University of Sheffield, Sheffield, UK.
Clin Endocrinol (Oxf). 2025 Nov;103(5):757-760. doi: 10.1111/cen.70008. Epub 2025 Aug 3.
In patients with hypercalcaemia, assessment of urinary calcium excretion helps differentiate primary hyperparathyroidism (PHPT) from familial hypocalciuric hypercalcaemia (FHH). For this, 24 h calcium to creatinine clearance ratio (CCCR) is recommended, but others tests like random CCCR, 24 h urine calcium excretion (UCE), and calcium to creatinine ratio (CR) are also frequently used.
The survey objective was to evaluate current practice among UK endocrinologists and surgeons.
A web-based anonymous cross-sectional survey, consisting of eight multiple-choice questions was developed using Survey Monkey. The survey was disseminated to members of British Association of Endocrine and Thyroid Surgeons (BAETS) and Society for Endocrinology (SfE) between November 20, 2025 and December 19, 2024.
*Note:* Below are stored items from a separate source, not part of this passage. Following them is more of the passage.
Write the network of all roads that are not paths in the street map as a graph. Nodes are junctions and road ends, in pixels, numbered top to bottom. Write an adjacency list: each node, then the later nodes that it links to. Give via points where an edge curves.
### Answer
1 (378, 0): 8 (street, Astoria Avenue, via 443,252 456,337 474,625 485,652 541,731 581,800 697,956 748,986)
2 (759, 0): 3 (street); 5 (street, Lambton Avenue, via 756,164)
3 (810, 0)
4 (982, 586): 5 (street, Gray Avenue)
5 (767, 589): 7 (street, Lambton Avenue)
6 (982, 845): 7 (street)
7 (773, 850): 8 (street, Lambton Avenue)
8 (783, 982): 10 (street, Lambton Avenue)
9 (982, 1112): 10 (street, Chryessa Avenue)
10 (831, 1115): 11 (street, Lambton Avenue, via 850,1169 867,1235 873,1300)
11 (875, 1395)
Two hundred and sixty-six responses from 210 endocrinologists and 56 surgeons were received (85% consultants). Respondents worked in both university (48.9%) and district hospitals (47.7%). The most commonly performed urine calcium test in hypercalcaemic patients was 24 h UCE (58.6%), but for PHPT versus FHH differentiation, the most preferred test was 24 h CCCR (43.6%), followed by random CCCR (24.8%), 24 h UCE (14.3%), and CR (16.5%). Of respondents who had experience with using CCCR (n = 235), most (55.6%) used a cut-off of > 0.01 to rule out FHH, while > 0.02 cut off was used by 26.7% respondents. Most clinicians (70.3%) used albumin-adjusted calcium for CCCR calculation, and 71.4% respondents considered vitamin D levels ≥ 50 nmol/L to be adequate for urinary calcium measurement.
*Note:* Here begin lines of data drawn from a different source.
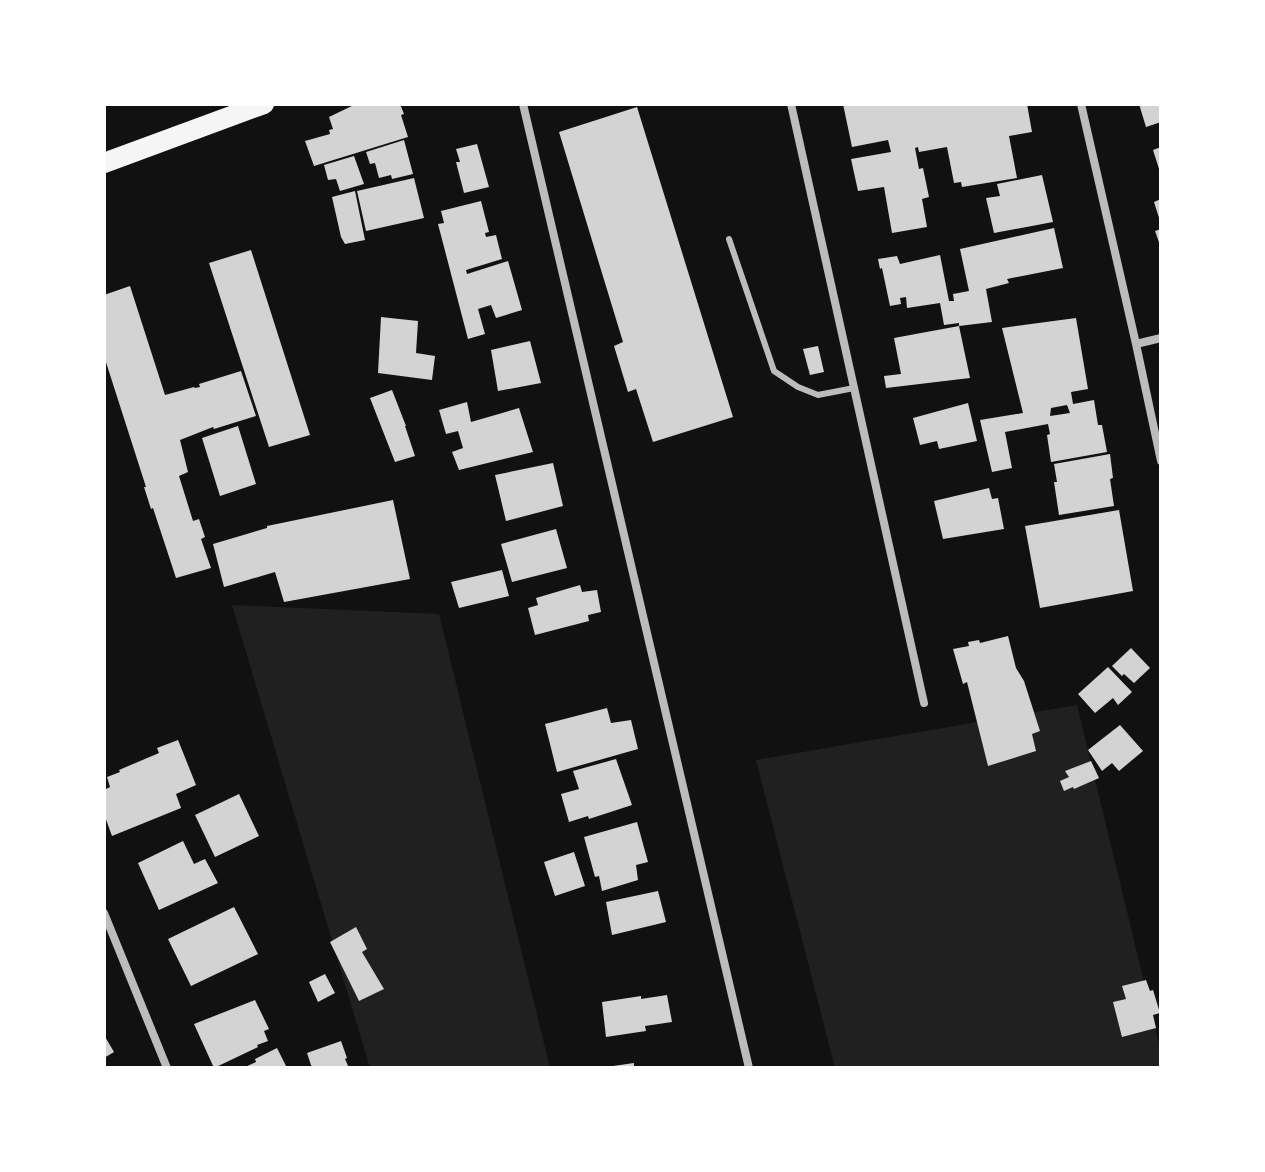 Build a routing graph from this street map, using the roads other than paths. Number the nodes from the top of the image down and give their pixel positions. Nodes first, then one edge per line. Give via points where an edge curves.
1 (264, 104) edge
2 (523, 104) edge
3 (791, 104) edge
4 (1081, 104) edge
5 (104, 163) edge
6 (729, 239) dead end
7 (1161, 338) edge
8 (1136, 344) junction
9 (854, 388) junction
10 (1161, 461) edge
11 (924, 703) dead end
12 (104, 913) edge
13 (167, 1068) edge
14 (749, 1068) edge

1 - 5 main road
2 - 14 street
3 - 9 street
4 - 8 street
6 - 9 lane via 774,371 818,395
7 - 8 street
8 - 10 street
9 - 11 street
12 - 13 street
The survey provides valuable insight into current UK practice. 24 h and random CCCR are the most commonly used tests to exclude FHH, but overall, practice varies widely.
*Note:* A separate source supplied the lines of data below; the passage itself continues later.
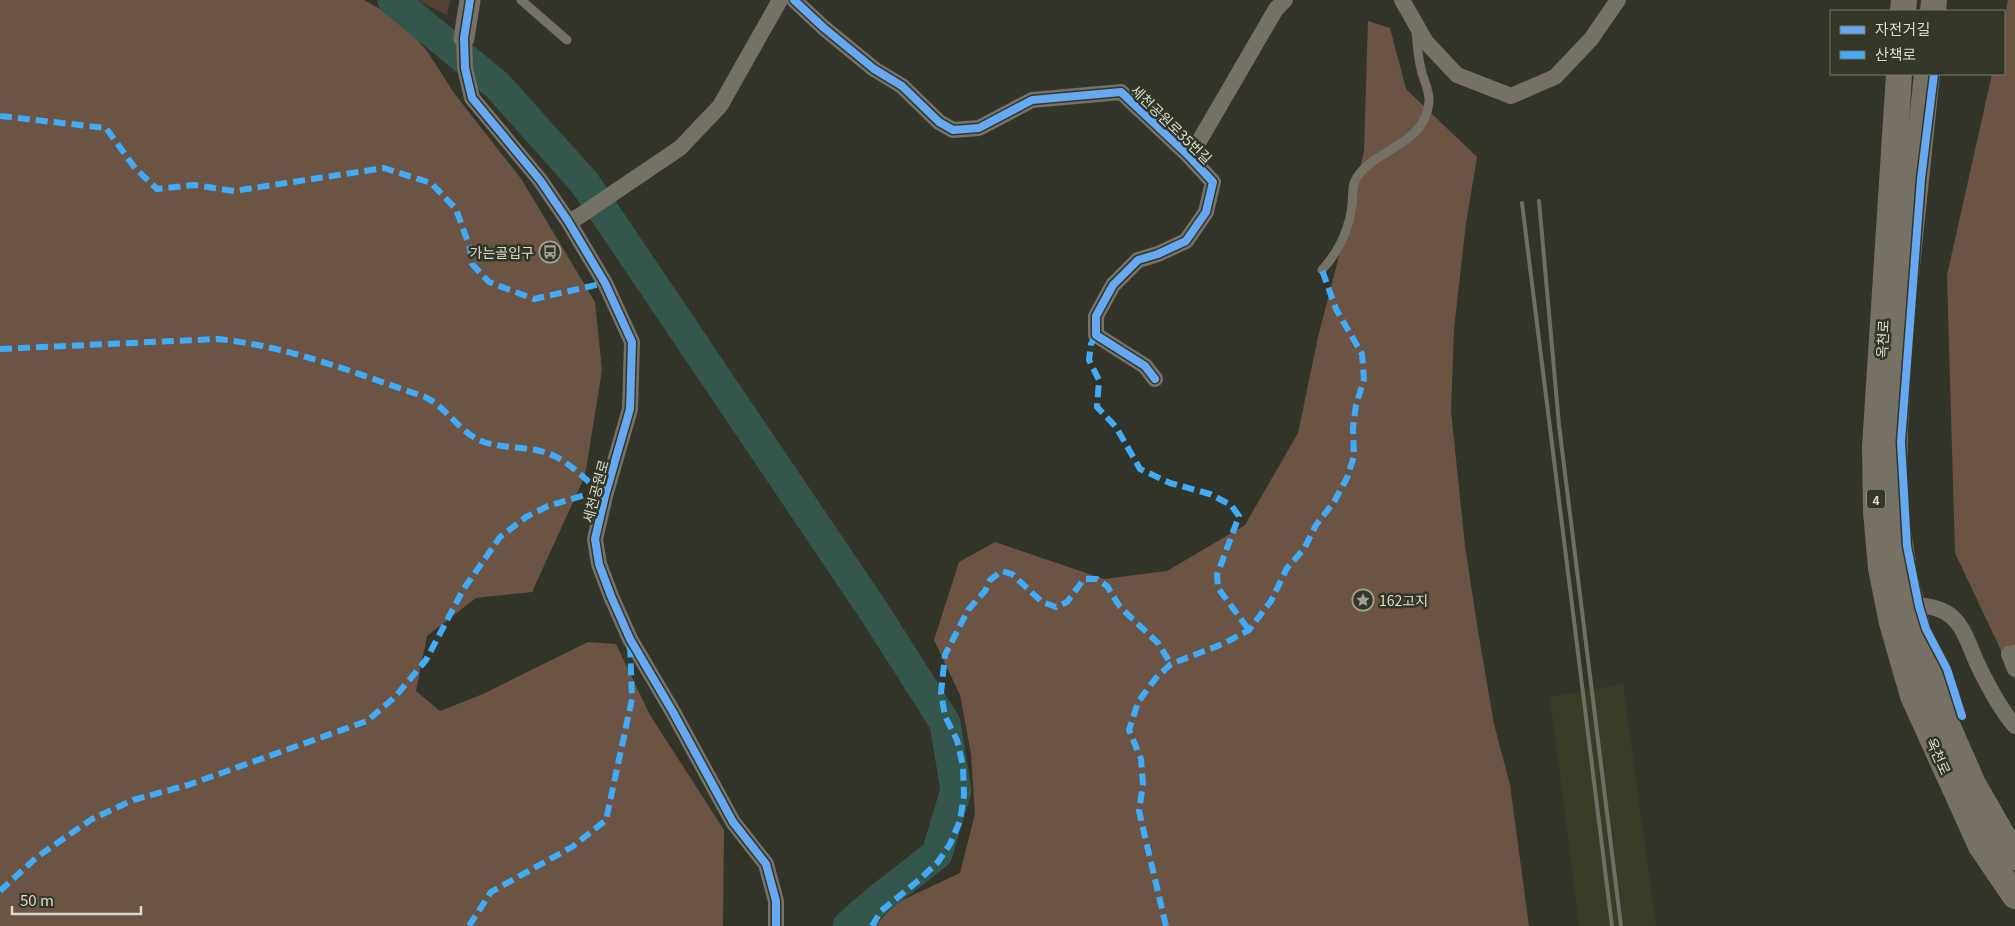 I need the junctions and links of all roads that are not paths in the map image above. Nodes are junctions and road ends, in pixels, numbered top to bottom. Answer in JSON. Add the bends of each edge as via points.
{"nodes":[{"id":1,"x":470,"y":0,"type":"edge"},
{"id":2,"x":521,"y":0,"type":"edge"},
{"id":3,"x":780,"y":0,"type":"edge"},
{"id":4,"x":794,"y":0,"type":"edge"},
{"id":5,"x":1284,"y":0,"type":"edge"},
{"id":6,"x":1402,"y":0,"type":"edge"},
{"id":7,"x":1618,"y":0,"type":"edge"},
{"id":8,"x":1415,"y":23,"type":"junction"},
{"id":9,"x":464,"y":38,"type":"joint"},
{"id":10,"x":567,"y":40,"type":"dead end"},
{"id":11,"x":1899,"y":75,"type":"edge"},
{"id":12,"x":1926,"y":75,"type":"edge"},
{"id":13,"x":1188,"y":155,"type":"junction"},
{"id":14,"x":573,"y":219,"type":"junction"},
{"id":15,"x":1322,"y":270,"type":"dead end"},
{"id":16,"x":1155,"y":379,"type":"dead end"},
{"id":17,"x":1900,"y":604,"type":"junction"},
{"id":18,"x":2015,"y":653,"type":"edge"},
{"id":19,"x":2015,"y":669,"type":"edge"},
{"id":20,"x":2015,"y":726,"type":"edge"},
{"id":21,"x":2015,"y":857,"type":"edge"},
{"id":22,"x":2015,"y":896,"type":"edge"},
{"id":23,"x":776,"y":926,"type":"edge"}],
"edges":[{"from":1,"to":9,"type":"street"},
{"from":2,"to":10,"type":"lane"},
{"from":3,"to":14,"type":"street","via":[[720,106],[680,148]]},
{"from":4,"to":13,"type":"street","name":"세천공원로35번길","via":[[874,69],[902,86],[939,122],[953,130],[979,128],[1032,100],[1121,92]]},
{"from":5,"to":13,"type":"street","name":"세천공원로35번길"},
{"from":6,"to":8,"type":"street"},
{"from":7,"to":8,"type":"street","via":[[1591,39],[1554,77],[1511,96],[1457,75],[1426,42]]},
{"from":8,"to":15,"type":"lane","via":[[1420,67],[1429,101],[1421,127],[1361,170],[1354,184],[1347,232]]},
{"from":9,"to":14,"type":"street","name":"세천공원로","via":[[472,98]]},
{"from":11,"to":17,"type":"main road","name":"옥천로","number":"4","via":[[1875,447],[1881,568]]},
{"from":12,"to":17,"type":"main road","name":"옥천로","number":"4","via":[[1902,314],[1895,428],[1894,504],[1905,577]]},
{"from":13,"to":16,"type":"street","name":"세천공원로35번길","via":[[1213,182],[1206,212],[1186,241],[1138,260],[1113,285],[1096,316],[1096,335],[1145,366]]},
{"from":14,"to":23,"type":"street","name":"세천공원로","via":[[632,342],[630,409],[595,539],[599,564],[630,639],[733,822],[766,864],[776,901]]},
{"from":17,"to":20,"type":"street","via":[[1926,606],[1954,618],[1999,703]]},
{"from":17,"to":21,"type":"main road","name":"옥천로","number":"4","via":[[1921,642],[1942,713],[1973,784]]},
{"from":17,"to":22,"type":"main road","name":"옥천로","number":"4","via":[[1912,696],[1980,846]]},
{"from":18,"to":19,"type":"street","via":[[2009,654]]}]}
在高钙血症患者中,评估尿钙排泄有助于区分原发性甲状旁腺功能亢进症(PHPT)和家族性低钙血症性高钙血症(FHH)。为此,推荐使用24小时钙肌酐清除率(CCCR),但随机CCCR、24小时尿钙排泄量(UCE)和钙肌酐比值(CR)等其他检测方法也经常被使用。
调查目的是评估英国内分泌科医生和外科医生的当前实践情况。
使用Survey Monkey开发了一项基于网络的匿名横断面调查,包括8个多项选择题。该调查于2025年11月20日至2024年12月19日分发给英国内分泌与甲状腺外科医生协会(BAETS)和内分泌学会(SfE)的成员。
共收到来自210名内分泌科医生和56名外科医生的266份回复(85%为顾问医生)。受访者在大学医院(48.9%)和地区医院(47.7%)工作。在高钙血症患者中,最常进行的尿钙检测是24小时UCE(58.6%),但对于PHPT与FHH的鉴别,最常用的检测方法是24小时CCCR(43.6%),其次是随机CCCR(24.8%)、24小时UCE(14.3%)和CR(16.5%)。在有使用CCCR经验的受访者(n = 235)中,大多数(55.6%)使用> 0.01的截断值来排除FHH,而26.7%的受访者使用> 0.02的截断值。大多数临床医生(70.3%)在计算CCCR时使用白蛋白校正钙,71.4%的受访者认为维生素D水平≥ 50 nmol/L足以进行尿钙测量。
该调查为英国当前的实践提供了有价值的见解。24小时和随机CCCR是排除FHH最常用的检测方法,但总体而言,实践差异很大。